:: EXERCISE AIM ::
Go through the records and extract every line with the word "highway".

- Opening Delimiter -

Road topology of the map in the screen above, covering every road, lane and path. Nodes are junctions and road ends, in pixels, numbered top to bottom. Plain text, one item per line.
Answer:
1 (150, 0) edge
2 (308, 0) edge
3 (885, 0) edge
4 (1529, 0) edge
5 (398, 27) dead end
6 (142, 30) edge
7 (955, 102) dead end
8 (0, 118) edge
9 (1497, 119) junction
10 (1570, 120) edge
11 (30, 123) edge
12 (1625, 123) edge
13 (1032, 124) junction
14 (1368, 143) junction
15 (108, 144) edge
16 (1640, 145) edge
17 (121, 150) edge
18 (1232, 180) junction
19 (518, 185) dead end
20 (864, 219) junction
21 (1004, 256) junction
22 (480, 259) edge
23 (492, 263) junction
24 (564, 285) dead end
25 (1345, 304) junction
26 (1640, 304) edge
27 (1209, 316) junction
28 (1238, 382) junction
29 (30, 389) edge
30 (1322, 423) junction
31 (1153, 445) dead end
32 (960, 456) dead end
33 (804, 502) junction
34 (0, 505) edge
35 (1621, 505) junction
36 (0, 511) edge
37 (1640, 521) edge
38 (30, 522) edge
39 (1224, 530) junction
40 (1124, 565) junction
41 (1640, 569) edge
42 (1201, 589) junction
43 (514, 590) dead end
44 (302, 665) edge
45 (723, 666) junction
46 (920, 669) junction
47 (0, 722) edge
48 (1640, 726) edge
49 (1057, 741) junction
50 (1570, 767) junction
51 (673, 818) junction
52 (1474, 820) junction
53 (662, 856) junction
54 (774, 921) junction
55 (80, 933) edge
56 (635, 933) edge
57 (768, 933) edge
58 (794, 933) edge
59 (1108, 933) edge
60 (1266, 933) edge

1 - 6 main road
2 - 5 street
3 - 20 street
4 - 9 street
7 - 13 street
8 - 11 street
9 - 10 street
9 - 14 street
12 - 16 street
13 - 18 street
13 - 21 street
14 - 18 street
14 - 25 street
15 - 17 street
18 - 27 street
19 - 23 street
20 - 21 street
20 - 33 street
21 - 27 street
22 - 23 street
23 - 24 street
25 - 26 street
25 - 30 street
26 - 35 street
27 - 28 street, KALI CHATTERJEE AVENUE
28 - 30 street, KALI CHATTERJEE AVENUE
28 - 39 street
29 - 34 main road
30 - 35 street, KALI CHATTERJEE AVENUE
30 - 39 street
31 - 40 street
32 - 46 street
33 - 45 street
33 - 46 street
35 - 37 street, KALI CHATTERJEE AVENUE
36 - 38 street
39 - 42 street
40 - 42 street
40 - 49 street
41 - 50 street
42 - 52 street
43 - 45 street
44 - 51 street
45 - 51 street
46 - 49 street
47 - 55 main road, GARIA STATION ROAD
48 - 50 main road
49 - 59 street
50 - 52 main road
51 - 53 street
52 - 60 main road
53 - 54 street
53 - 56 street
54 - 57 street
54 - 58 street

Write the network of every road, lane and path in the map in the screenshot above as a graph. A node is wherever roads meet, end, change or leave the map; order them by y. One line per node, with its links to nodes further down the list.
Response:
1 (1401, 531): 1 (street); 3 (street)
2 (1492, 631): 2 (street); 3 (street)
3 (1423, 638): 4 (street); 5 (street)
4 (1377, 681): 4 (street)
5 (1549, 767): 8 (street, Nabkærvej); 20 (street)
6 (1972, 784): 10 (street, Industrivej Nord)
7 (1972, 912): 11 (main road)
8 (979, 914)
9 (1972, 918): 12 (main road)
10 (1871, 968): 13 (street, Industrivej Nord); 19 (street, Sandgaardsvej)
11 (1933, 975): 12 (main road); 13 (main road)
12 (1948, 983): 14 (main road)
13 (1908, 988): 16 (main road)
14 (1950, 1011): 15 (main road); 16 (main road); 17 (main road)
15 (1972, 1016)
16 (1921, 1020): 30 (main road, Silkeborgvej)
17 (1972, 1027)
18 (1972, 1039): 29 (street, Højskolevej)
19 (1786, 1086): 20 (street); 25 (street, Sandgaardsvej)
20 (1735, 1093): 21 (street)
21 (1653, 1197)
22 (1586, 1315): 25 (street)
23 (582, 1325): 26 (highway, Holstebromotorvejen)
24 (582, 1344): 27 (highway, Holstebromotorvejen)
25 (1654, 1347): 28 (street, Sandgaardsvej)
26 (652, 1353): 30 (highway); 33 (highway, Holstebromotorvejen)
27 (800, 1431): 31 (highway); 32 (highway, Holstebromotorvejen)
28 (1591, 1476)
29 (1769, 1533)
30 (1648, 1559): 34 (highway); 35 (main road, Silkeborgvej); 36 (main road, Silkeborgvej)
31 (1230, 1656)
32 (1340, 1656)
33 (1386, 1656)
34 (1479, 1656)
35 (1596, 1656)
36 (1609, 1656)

- Closing Delimiter -

:: RESPONSE BELOW ::
23 (582, 1325): 26 (highway, Holstebromotorvejen)
24 (582, 1344): 27 (highway, Holstebromotorvejen)
26 (652, 1353): 30 (highway); 33 (highway, Holstebromotorvejen)
27 (800, 1431): 31 (highway); 32 (highway, Holstebromotorvejen)
30 (1648, 1559): 34 (highway); 35 (main road, Silkeborgvej); 36 (main road, Silkeborgvej)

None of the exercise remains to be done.